La Alianza UPA-COAG, quien ya manifestara hace unos días su oposición a los cambios sobre las normas de la condicionalidad relacionadas con la aplicación en las tierras agrícolas de purines, ha convocado durante la mañana de este viernes, 5 de enero, diferentes actos de protesta simbólicos en las delegaciones territoriales de la Junta de Castilla y León para exigir al Gobierno regional que traslade al Ministerio de Agricultura la excepcionalidad de la normativa sobre purines y estiércoles, que es efectiva desde el 1 de enero.

La Alianza UPA-COAG recuerda que el 1 de enero ha entrado en vigor el Real Decreto por el que entre otros aspectos se modifican las normas de la condicionalidad relacionadas con la aplicación en las tierras agrícolas de purines. La nueva normativa apunta que no podrá realizarse  como hasta ahora mediante sistemas de plato o abanico ni cañones, y estiércoles, que tendrán que ser obligatoriamente enterrados en el menor plazo de tiempo posible.

Así, esta organización agraria, ha trasladado hoy a los delegados territoriales la misma petición realizada a la consejera de Agricultura días atrás: “De no conseguir este propósito, hemos reclamado que el propio Gobierno regional haga una `trasposición´ normativa con la máxima flexibilidad evitando al máximo posible su aplicación para nuestra comunidad autónoma”, han señalado miembros de la organización.

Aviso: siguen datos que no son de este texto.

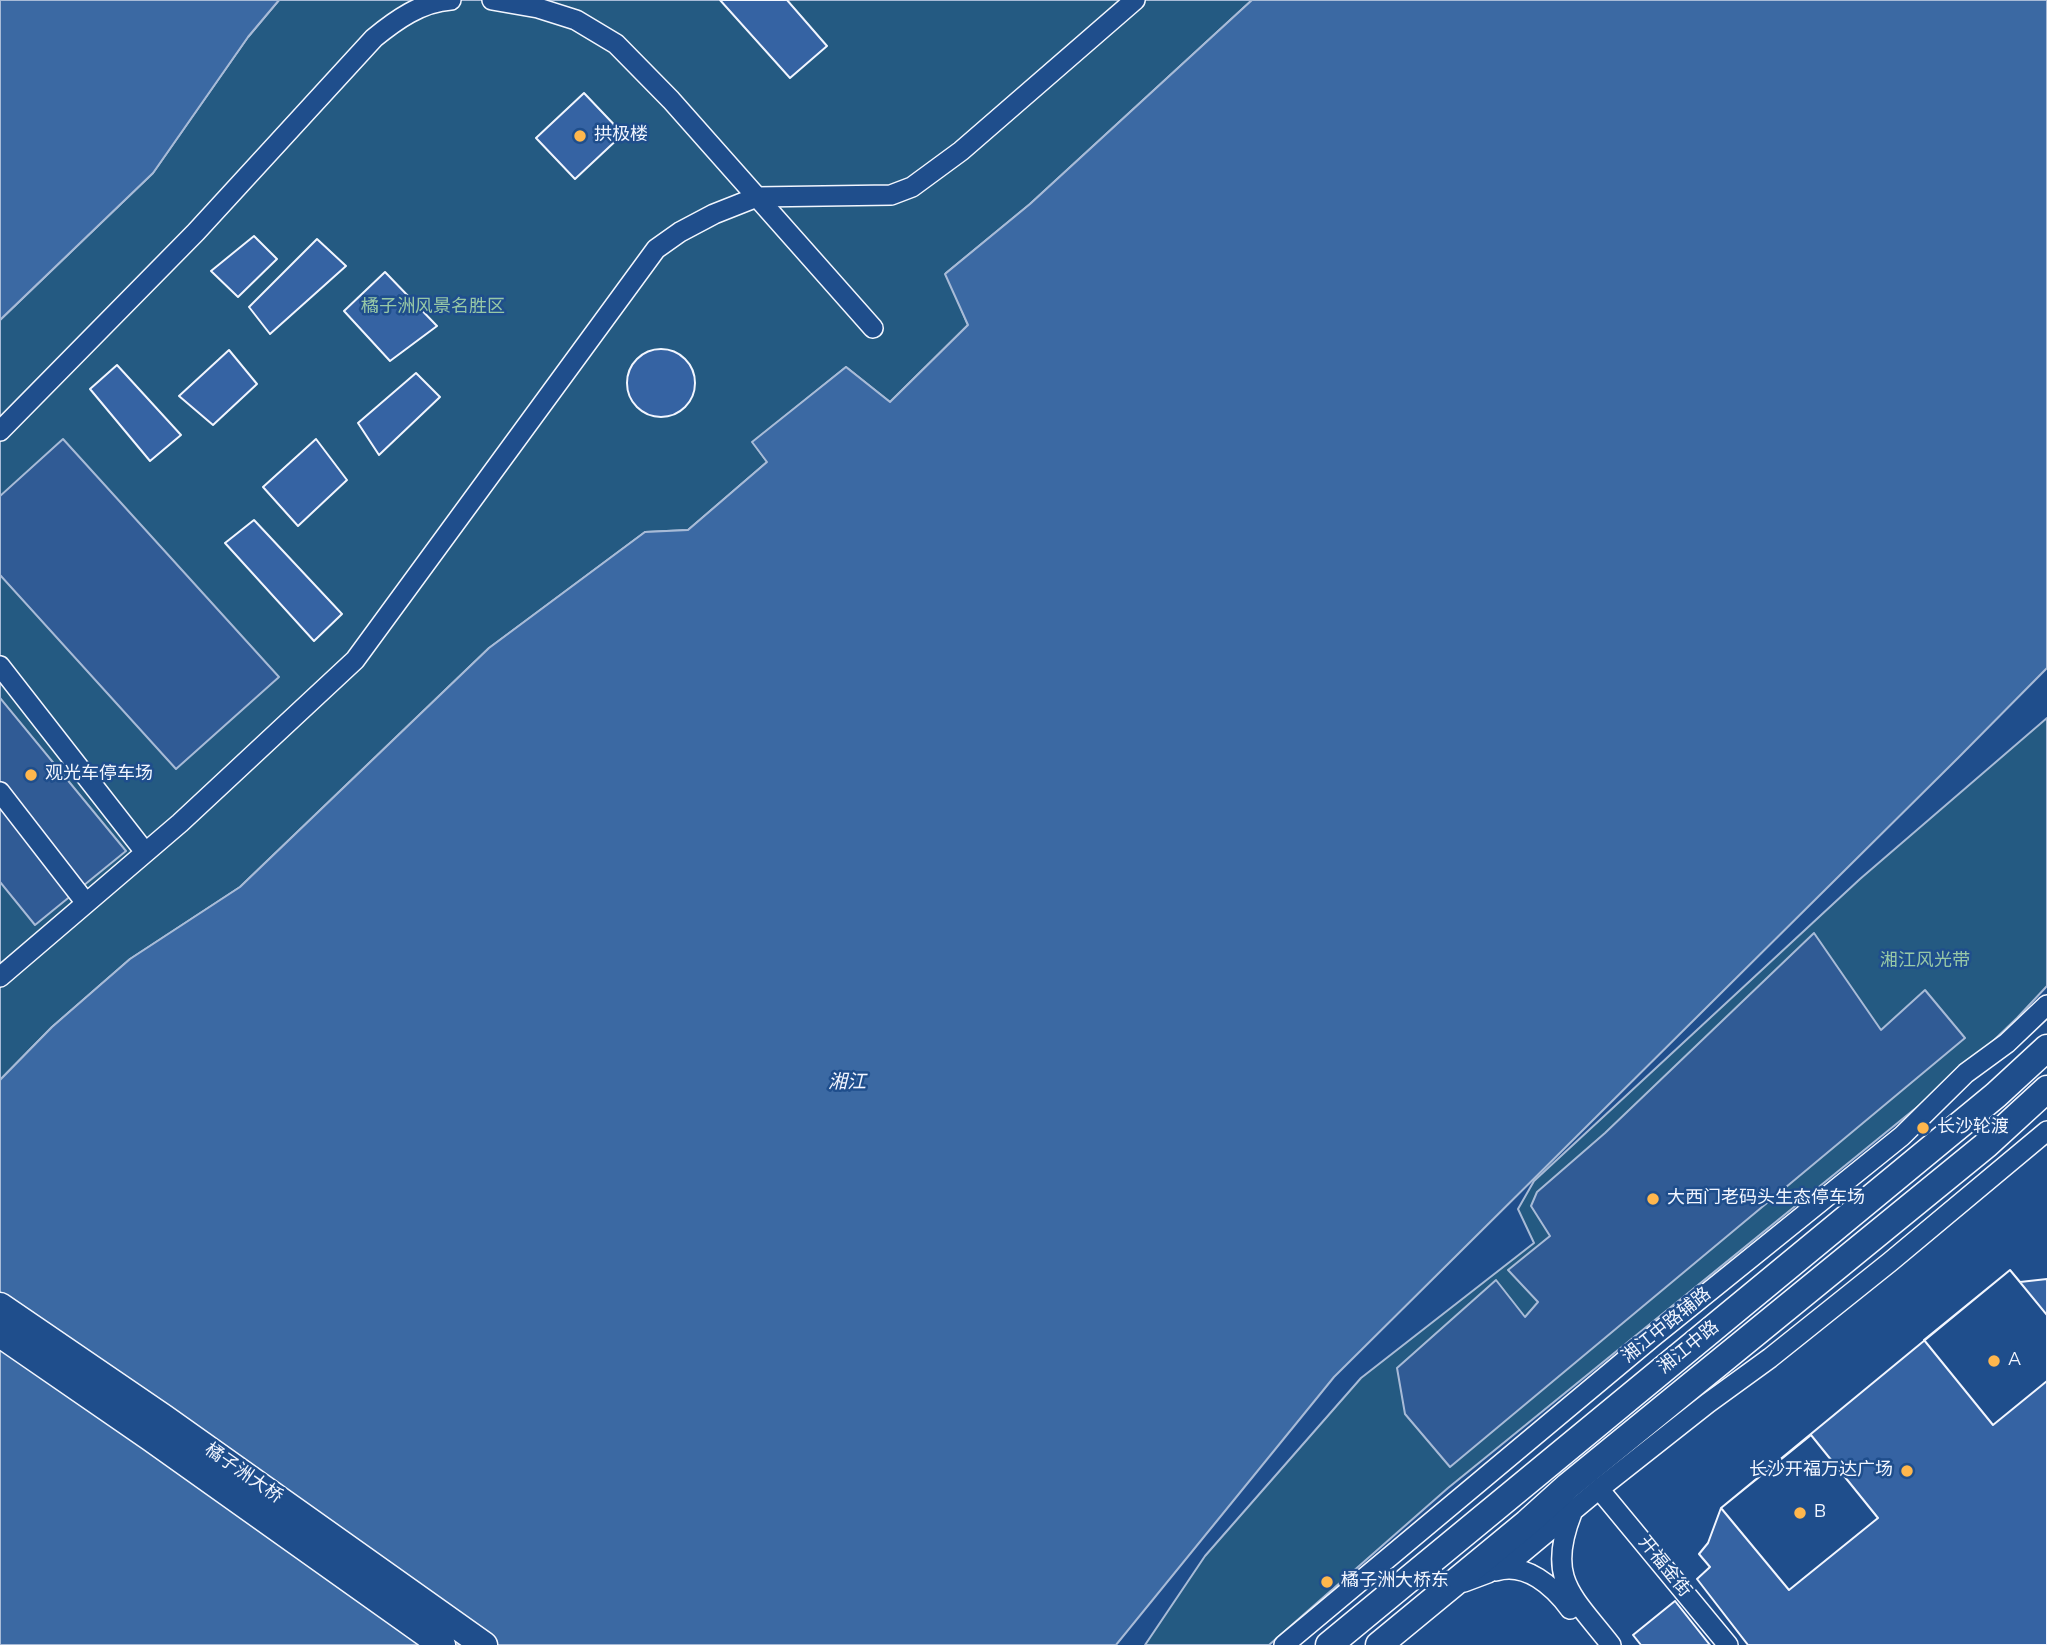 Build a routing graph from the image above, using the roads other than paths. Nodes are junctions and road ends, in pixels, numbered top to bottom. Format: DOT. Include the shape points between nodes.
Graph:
graph roads {
  1 [pos="451,0"];
  2 [pos="492,0"];
  3 [pos="1135,0"];
  4 [pos="757,197"];
  5 [pos="873,328"];
  6 [pos="0,431"];
  7 [pos="0,666"];
  8 [pos="0,792"];
  9 [pos="145,852"];
  10 [pos="86,903"];
  11 [pos="0,977"];
  12 [pos="2047,1005"];
  13 [pos="2047,1048"];
  14 [pos="2047,1089"];
  15 [pos="2044,1140"];
  16 [pos="0,1306"];
  17 [pos="0,1334"];
  18 [pos="1599,1489"];
  19 [pos="1572,1512"];
  20 [pos="1488,1573"];
  21 [pos="1444,1590"];
  22 [pos="442,1645"];
  23 [pos="484,1645"];
  24 [pos="1284,1645"];
  25 [pos="1329,1645"];
  26 [pos="1379,1645"];
  27 [pos="1599,1645"];
  28 [pos="1611,1645"];
  29 [pos="1728,1645"];
  1 -- 6 [label="street" via="418,9 374,38 196,232"];
  2 -- 4 [label="street" via="576,20 616,44"];
  3 -- 4 [label="street" via="961,151 912,187 891,195"];
  4 -- 5 [label="street"];
  4 -- 9 [label="street" via="714,214 656,249 355,660"];
  7 -- 9 [label="street"];
  8 -- 10 [label="street"];
  9 -- 10 [label="street"];
  10 -- 11 [label="street"];
  12 -- 24 [label="street, 湘江中路辅路" via="1966,1073 1902,1136"];
  13 -- 25 [label="main road, 湘江中路" via="1996,1095"];
  14 -- 21 [label="main road, 湘江中路" via="1986,1145"];
  15 -- 18 [label="street, 湘江中路"];
  16 -- 23 [label="main road, 橘子洲大桥"];
  17 -- 22 [label="main road, 橘子洲大桥"];
  18 -- 19 [label="street, 湘江中路"];
  18 -- 29 [label="street, 开福金街"];
  19 -- 20 [label="street, 湘江中路" via="1521,1554"];
  19 -- 28 [label="street" via="1561,1547 1564,1578"];
  20 -- 21 [label="street, 湘江中路"];
  20 -- 27 [label="street" via="1513,1569 1540,1579 1559,1594"];
  21 -- 26 [label="main road, 湘江中路"];
} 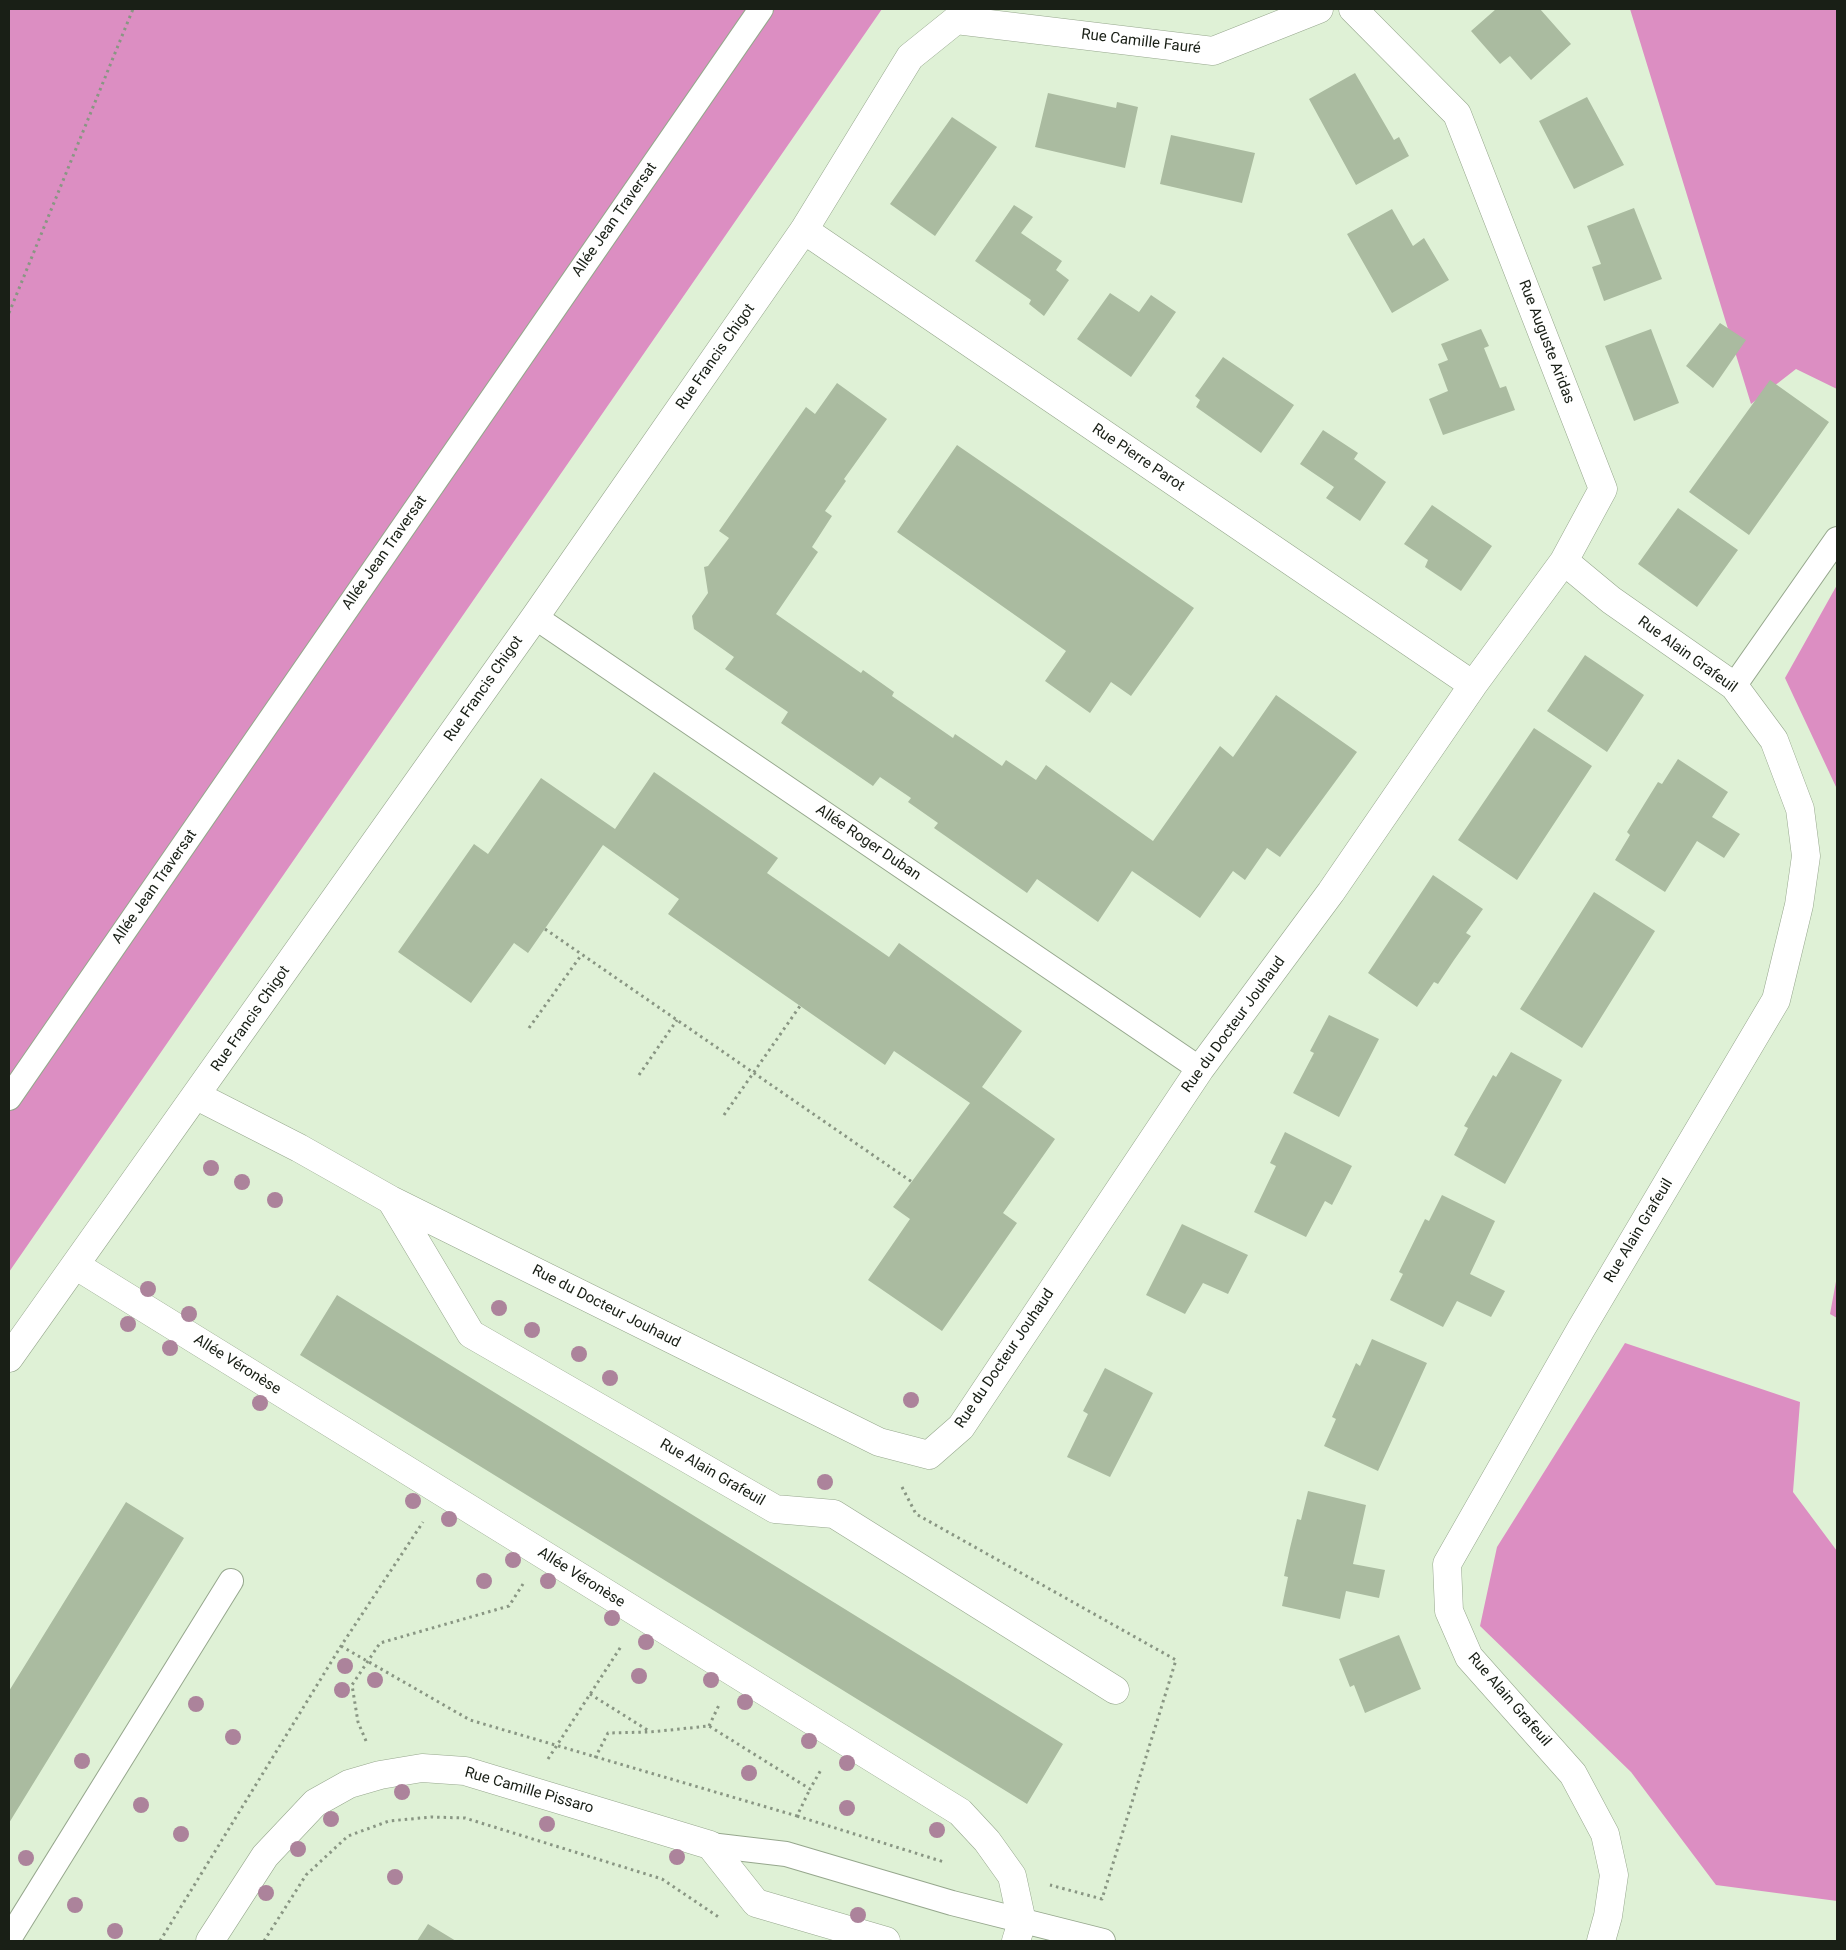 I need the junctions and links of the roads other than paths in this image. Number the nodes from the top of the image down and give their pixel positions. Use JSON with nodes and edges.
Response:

LOS Actos reivindicativos SE HAN CELEBRADO en provincias de  Burgos,  Salamanca, Segovia, Zamora y Palencia

Según la misma, esta petición es viable si existe un verdadero interés político en realizarla, puesto que las comunidades autónomas tienen la potestad de solicitarlo como medida de excepcionalidad, que es el caso, ante las consecuencias negativas que acarrearía a todos los efectos a los agricultores y ganaderos.

La Alianza UPA – COAG, que ha realizado estos actos reivindicativos en provincias de  Burgos,  Salamanca, Segovia, Zamora y Palencia, recuerda que, si no hay una solución,  los agricultores y ganaderos de Castilla y León deberán adaptar su maquinaria o adquirir otra nueva, con inversiones económicas muy costosas, viendo cómo su maquinaria, recientemente adquirida y aún sin amortizar, ya no sirve.

Además, la organización considera que se estaría dificultando que los ganaderos puedan dar salida a sus producciones de purines y estiércol fuera de sus explotaciones al imponerse restricciones de uso.

De igual forma, mantiene que los agricultores y ganaderos de Castilla y León estarían en condiciones de “inferioridad al no poder ser tan competitivos, no sólo respecto de ellos sino también respecto de los de otros países europeos que sí podrían ser más permisivos”.